____ Data excerpts
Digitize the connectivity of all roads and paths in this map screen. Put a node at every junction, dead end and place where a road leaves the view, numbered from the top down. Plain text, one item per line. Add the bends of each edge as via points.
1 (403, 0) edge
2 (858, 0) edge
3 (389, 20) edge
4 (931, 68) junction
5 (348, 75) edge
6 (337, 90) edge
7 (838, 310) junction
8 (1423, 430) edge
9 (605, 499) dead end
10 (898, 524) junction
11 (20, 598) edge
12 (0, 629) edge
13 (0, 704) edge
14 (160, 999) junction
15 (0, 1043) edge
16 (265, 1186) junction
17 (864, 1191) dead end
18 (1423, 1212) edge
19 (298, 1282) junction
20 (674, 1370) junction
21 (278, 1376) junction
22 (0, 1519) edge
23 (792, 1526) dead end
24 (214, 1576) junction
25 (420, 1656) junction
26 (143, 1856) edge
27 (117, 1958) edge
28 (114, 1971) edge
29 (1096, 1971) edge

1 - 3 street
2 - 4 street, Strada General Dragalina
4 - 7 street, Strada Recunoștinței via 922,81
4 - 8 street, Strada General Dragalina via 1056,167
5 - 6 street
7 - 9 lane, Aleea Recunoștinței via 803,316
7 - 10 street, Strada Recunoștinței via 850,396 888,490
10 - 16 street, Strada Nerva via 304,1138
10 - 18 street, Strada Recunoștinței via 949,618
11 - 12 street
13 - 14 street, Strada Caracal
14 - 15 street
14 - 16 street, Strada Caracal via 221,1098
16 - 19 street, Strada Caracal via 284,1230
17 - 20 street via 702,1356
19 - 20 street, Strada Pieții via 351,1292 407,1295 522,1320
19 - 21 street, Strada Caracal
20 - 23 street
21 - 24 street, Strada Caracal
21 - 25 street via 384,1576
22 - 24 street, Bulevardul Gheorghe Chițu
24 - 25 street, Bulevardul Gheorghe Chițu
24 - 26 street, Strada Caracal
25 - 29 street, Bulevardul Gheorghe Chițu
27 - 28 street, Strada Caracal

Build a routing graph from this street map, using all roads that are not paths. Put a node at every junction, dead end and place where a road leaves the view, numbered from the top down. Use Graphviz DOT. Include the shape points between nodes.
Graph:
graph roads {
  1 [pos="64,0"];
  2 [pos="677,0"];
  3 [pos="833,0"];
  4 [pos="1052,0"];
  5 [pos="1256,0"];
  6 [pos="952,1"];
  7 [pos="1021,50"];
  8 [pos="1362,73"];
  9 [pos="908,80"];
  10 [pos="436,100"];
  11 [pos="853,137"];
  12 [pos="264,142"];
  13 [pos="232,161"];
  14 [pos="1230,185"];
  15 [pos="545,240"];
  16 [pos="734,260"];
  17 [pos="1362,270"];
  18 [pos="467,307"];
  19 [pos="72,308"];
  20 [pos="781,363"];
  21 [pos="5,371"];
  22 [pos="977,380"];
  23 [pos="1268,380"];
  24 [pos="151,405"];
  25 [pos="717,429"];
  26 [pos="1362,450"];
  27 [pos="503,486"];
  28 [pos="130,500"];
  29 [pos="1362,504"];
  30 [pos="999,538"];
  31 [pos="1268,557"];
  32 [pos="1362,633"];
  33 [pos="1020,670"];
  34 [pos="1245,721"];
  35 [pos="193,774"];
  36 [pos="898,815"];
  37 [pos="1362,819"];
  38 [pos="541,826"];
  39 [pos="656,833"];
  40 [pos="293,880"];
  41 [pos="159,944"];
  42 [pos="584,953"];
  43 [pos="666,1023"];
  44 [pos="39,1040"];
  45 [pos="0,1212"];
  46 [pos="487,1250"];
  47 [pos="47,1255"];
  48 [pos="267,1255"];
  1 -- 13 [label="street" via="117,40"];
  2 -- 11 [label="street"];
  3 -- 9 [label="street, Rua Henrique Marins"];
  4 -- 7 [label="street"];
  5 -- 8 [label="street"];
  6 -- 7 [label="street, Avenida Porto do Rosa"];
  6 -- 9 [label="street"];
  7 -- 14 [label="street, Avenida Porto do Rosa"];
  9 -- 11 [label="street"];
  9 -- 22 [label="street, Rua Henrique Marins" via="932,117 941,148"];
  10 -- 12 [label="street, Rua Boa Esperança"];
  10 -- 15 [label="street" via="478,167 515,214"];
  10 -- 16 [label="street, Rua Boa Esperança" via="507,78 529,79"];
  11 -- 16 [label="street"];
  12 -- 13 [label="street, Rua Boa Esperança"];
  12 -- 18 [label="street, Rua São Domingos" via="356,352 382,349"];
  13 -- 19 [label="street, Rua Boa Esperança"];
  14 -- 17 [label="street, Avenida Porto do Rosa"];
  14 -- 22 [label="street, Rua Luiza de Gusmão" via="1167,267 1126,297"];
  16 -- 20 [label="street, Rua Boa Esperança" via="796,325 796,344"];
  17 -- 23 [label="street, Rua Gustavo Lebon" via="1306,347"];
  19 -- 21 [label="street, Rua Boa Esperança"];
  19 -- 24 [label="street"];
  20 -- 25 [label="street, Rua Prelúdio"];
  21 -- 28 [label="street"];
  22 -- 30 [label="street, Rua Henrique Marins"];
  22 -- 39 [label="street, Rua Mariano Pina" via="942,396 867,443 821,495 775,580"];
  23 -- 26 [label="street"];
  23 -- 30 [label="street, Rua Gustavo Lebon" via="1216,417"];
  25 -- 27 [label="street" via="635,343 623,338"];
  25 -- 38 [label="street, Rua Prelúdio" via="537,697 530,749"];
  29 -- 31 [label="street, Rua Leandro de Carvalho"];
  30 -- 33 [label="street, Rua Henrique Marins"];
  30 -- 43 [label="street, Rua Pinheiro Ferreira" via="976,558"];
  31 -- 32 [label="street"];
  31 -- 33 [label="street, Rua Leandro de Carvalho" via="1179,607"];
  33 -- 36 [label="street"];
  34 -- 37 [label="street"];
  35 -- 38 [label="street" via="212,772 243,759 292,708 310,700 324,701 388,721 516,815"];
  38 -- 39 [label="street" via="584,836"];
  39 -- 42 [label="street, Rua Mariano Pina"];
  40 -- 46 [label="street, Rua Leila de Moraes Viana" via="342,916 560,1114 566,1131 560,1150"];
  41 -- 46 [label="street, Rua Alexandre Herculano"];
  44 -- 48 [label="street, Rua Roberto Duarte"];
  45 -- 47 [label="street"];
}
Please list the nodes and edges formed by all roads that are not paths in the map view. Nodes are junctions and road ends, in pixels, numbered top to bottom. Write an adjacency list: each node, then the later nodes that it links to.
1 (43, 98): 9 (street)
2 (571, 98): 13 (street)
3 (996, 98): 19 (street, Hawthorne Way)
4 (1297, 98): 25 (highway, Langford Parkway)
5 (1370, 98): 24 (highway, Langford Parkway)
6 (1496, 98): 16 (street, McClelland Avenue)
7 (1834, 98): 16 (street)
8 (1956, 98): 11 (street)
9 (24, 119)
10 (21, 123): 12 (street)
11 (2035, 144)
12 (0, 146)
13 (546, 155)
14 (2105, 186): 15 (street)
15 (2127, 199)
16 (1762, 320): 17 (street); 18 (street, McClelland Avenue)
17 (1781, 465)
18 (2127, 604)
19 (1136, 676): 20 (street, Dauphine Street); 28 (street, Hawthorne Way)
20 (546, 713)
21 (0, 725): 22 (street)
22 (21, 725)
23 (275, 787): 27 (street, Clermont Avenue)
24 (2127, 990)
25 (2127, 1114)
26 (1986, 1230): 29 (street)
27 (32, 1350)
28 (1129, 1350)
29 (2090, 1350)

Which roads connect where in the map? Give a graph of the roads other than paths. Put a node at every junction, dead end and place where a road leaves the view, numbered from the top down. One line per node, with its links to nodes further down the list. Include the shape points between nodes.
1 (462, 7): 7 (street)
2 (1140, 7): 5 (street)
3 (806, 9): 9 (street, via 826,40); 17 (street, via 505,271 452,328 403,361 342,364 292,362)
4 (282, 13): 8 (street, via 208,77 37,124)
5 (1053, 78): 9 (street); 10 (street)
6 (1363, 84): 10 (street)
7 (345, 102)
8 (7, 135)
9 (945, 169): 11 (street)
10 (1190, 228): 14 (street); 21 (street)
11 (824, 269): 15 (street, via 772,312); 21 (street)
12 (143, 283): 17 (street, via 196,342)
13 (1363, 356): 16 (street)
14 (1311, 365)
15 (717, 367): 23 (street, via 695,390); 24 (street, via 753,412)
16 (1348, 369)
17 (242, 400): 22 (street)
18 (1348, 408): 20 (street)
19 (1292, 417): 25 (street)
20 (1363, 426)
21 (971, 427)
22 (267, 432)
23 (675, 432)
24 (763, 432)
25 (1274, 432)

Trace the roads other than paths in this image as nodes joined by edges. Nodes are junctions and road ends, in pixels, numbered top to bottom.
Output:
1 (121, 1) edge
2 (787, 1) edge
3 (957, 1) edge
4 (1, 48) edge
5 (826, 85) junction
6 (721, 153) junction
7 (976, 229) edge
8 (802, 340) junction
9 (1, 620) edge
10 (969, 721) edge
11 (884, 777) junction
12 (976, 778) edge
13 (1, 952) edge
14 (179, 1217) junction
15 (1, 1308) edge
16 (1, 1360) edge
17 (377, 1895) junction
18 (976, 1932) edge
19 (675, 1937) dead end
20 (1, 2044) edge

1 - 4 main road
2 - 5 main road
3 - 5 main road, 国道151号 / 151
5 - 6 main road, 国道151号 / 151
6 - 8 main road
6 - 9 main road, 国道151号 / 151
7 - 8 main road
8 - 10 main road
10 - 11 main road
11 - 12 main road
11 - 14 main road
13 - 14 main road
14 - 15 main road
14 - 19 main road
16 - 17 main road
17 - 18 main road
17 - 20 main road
________
What is required: Extract from the records above the lines from the one containing "Please list the" to the one containing "Trace the roads", both lines included, exactly as they appear and with nothing else.

Answer:
Please list the nodes and edges formed by all roads that are not paths in the map view. Nodes are junctions and road ends, in pixels, numbered top to bottom. Write an adjacency list: each node, then the later nodes that it links to.
1 (43, 98): 9 (street)
2 (571, 98): 13 (street)
3 (996, 98): 19 (street, Hawthorne Way)
4 (1297, 98): 25 (highway, Langford Parkway)
5 (1370, 98): 24 (highway, Langford Parkway)
6 (1496, 98): 16 (street, McClelland Avenue)
7 (1834, 98): 16 (street)
8 (1956, 98): 11 (street)
9 (24, 119)
10 (21, 123): 12 (street)
11 (2035, 144)
12 (0, 146)
13 (546, 155)
14 (2105, 186): 15 (street)
15 (2127, 199)
16 (1762, 320): 17 (street); 18 (street, McClelland Avenue)
17 (1781, 465)
18 (2127, 604)
19 (1136, 676): 20 (street, Dauphine Street); 28 (street, Hawthorne Way)
20 (546, 713)
21 (0, 725): 22 (street)
22 (21, 725)
23 (275, 787): 27 (street, Clermont Avenue)
24 (2127, 990)
25 (2127, 1114)
26 (1986, 1230): 29 (street)
27 (32, 1350)
28 (1129, 1350)
29 (2090, 1350)

Which roads connect where in the map? Give a graph of the roads other than paths. Put a node at every junction, dead end and place where a road leaves the view, numbered from the top down. One line per node, with its links to nodes further down the list. Include the shape points between nodes.
1 (462, 7): 7 (street)
2 (1140, 7): 5 (street)
3 (806, 9): 9 (street, via 826,40); 17 (street, via 505,271 452,328 403,361 342,364 292,362)
4 (282, 13): 8 (street, via 208,77 37,124)
5 (1053, 78): 9 (street); 10 (street)
6 (1363, 84): 10 (street)
7 (345, 102)
8 (7, 135)
9 (945, 169): 11 (street)
10 (1190, 228): 14 (street); 21 (street)
11 (824, 269): 15 (street, via 772,312); 21 (street)
12 (143, 283): 17 (street, via 196,342)
13 (1363, 356): 16 (street)
14 (1311, 365)
15 (717, 367): 23 (street, via 695,390); 24 (street, via 753,412)
16 (1348, 369)
17 (242, 400): 22 (street)
18 (1348, 408): 20 (street)
19 (1292, 417): 25 (street)
20 (1363, 426)
21 (971, 427)
22 (267, 432)
23 (675, 432)
24 (763, 432)
25 (1274, 432)

Trace the roads other than paths in this image as nodes joined by edges. Nodes are junctions and road ends, in pixels, numbered top to bottom.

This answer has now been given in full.